I have started to try to give my domino projects a theme, and sometimes a message, actually since 2005 or 2006. Those were really first attempts though and you could hardly guess what I meant by the projects if you didn't know it...

But since 2008, the results sometimes turned out okay or at least presentable without feeling stupid. Actually, I was very often really happy with the video I had created - but that changed in retroperspective, because when I watch them now, I just think: Wow, that looks so silly and could have done better so easily... so the projects I'm talking about here are not all I made, but just those that I am still more or less proud of today.

They are sorted in chronological order so that the most recent project is on top, and the oldest of the projects - "The City" - concludes the listing.


This is actually a bit special because so far, I haven't announced yet which theme the project I'm currently working on is going to be about. Well, I'm doing so hereby ;-)

"Krabat" is a saga from a region in the East of Germany. The Sorbs, a people living in a region called Lausitz (Lusatia in English, google that if you want to know where exactly it is in Germany) have been telling and conveying it since about 1830.

It probably wouldn't very well-known outside Lusatia if it wasn't for Otfried Preußler. He is one of the most famous German authors, and in 1971, after ten years of work, his adaption of the saga was published. And that is an absolutely brilliant book - my favourite book. I read it for the first time when I was about eleven years old, and have read it several times since because it is quite sophisticated and I understood it better every time.

If you want to read it, too, search for "The Satanic Mill"; unfortunately, on Amazon, the English translation is not available. But any translation of that book can hardly match the ingenuity of the original as linguistic devices play an important role. I've read the Spanish translation, and it is a good book as well, but isn't able to hold the candle to the German text.

This text here is starting to get novel-length, too, so I'm not going to talk about the story here and instead send you to this summary.

Anyway, earlier this year, I discovered a great musical adaption of Krabat (here's a track from the album). I hadn't went in for the book since quite some time, and those songs took me back into the fascination of the story. So, quite soon, there was the decision to turn it into a domino project.

The book works with symbols a lot - and so will my domino projects. You actually always have to work with symbols if you want to show a message or a theme in dominoes, so that really helps at adapting the story.

Here are some facts about my project: I'm working on it since August; it will probably include 30,000 - 50,000 dominoes in total (it consists of many seperated clips, of course); it will be my first notable project to be filmed in HD - which means that I can very often not shoot two angles of one project without rebuilding it. Also, it will still take some months to finish, for several reasons: 1.) It's very laborious. 2.) I have a daytime job. 3.) I have lots of other projects under construction, so I'm working on Krabat just from time to time. 4.) I'm sometimes a bit lazy ;-)

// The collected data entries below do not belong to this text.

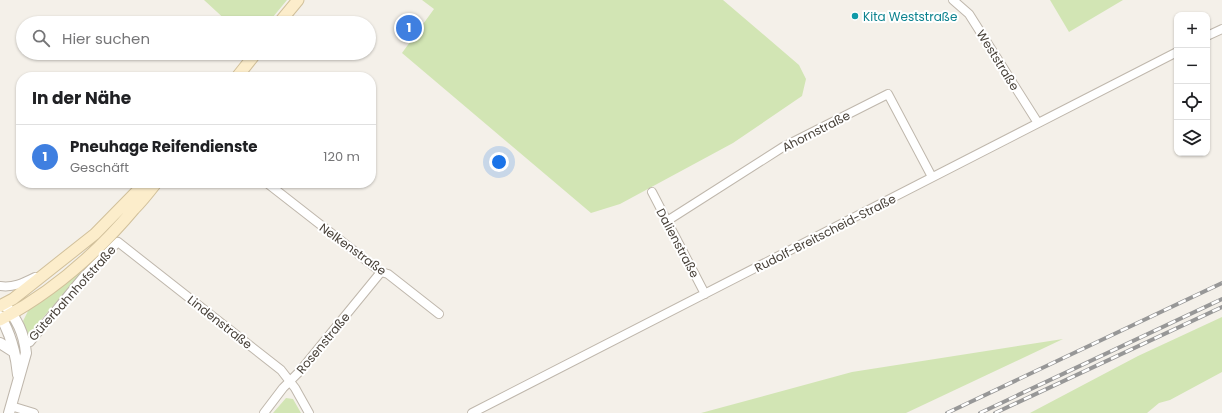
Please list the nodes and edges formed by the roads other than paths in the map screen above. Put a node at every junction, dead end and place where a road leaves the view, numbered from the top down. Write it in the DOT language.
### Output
graph roads {
  1 [pos="298,0"];
  2 [pos="953,0"];
  3 [pos="285,16"];
  4 [pos="1222,29"];
  5 [pos="1210,35"];
  6 [pos="1174,54"];
  7 [pos="250,60"];
  8 [pos="240,72"];
  9 [pos="1038,123"];
  10 [pos="932,177"];
  11 [pos="140,188"];
  12 [pos="152,188"];
  13 [pos="273,188"];
  14 [pos="652,192"];
  15 [pos="667,221"];
  16 [pos="118,242"];
  17 [pos="65,259"];
  18 [pos="381,272"];
  19 [pos="0,286"];
  20 [pos="705,294"];
  21 [pos="1,303"];
  22 [pos="12,314"];
  23 [pos="439,314"];
  24 [pos="1,318"];
  25 [pos="0,343"];
  26 [pos="25,343"];
  27 [pos="14,352"];
  28 [pos="18,379"];
  29 [pos="290,380"];
  30 [pos="10,410"];
  31 [pos="34,413"];
  32 [pos="264,413"];
  33 [pos="309,413"];
  34 [pos="472,413"];
  1 -- 3 [label="main road"];
  2 -- 9 [label="street, Weststraße"];
  4 -- 5 [label="street"];
  6 -- 9 [label="street, Rudolf-Breitscheid-Straße"];
  7 -- 8 [label="main road"];
  9 -- 10 [label="street, Rudolf-Breitscheid-Straße"];
  10 -- 15 [label="street, Ahornstraße"];
  10 -- 20 [label="street, Rudolf-Breitscheid-Straße"];
  11 -- 17 [label="main road, Güterbahnhofstraße"];
  12 -- 22 [label="main road, Güterbahnhofstraße"];
  13 -- 18 [label="street, Nelkenstraße"];
  14 -- 15 [label="street, Dalienstraße"];
  15 -- 20 [label="street, Dalienstraße"];
  16 -- 26 [label="street, Güterbahnhofstraße"];
  16 -- 29 [label="street, Lindenstraße"];
  17 -- 19 [label="street"];
  17 -- 21 [label="main road, Güterbahnhofstraße"];
  18 -- 23 [label="street, Nelkenstraße"];
  18 -- 29 [label="street, Rosenstraße"];
  20 -- 34 [label="street, Rudolf-Breitscheid-Straße"];
  21 -- 22 [label="street, Güterbahnhofstraße"];
  22 -- 24 [label="main road"];
  22 -- 26 [label="street, Güterbahnhofstraße"];
  24 -- 27 [label="street, Güterbahnhofstraße"];
  25 -- 27 [label="street"];
  26 -- 28 [label="street, Güterbahnhofstraße"];
  27 -- 28 [label="street, Güterbahnhofstraße"];
  28 -- 30 [label="street, Güterbahnhofstraße"];
  29 -- 32 [label="street, Rosenstraße"];
  29 -- 33 [label="street, Lindenstraße"];
  30 -- 31 [label="street"];
}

The video will include some innovative domino setups, including a new 3D setting. And that is what I'm currently building - it will also be my personal record if it falls completely! A preview can be found here.

Besides tons of other books and adaptions, there are also three "Krabat" films; an old one made in the seventies for East Germany's television. I haven't found a possibility to watch it yet. Then there's a lovely cartoon version for kids, also made in East Germany when it still existed. It is widely regarded as one of the best adaptions of the saga. And then, in 2008, a new movie was made, starring some famous German actors and created with quite a notable budget - but unfortunately, that wasn't enough to put together a good adaption. The movie is cheesy, sometimes unintentionally comical, some parts of the story have been changed in a way that doesn't make any sense at all... it sometimes looks more like a parody. Don't watch it!



I love the advent time and Christmas because of the mood it automatically takes me into. And I HATE how people misunderstand and bastardize its meaning.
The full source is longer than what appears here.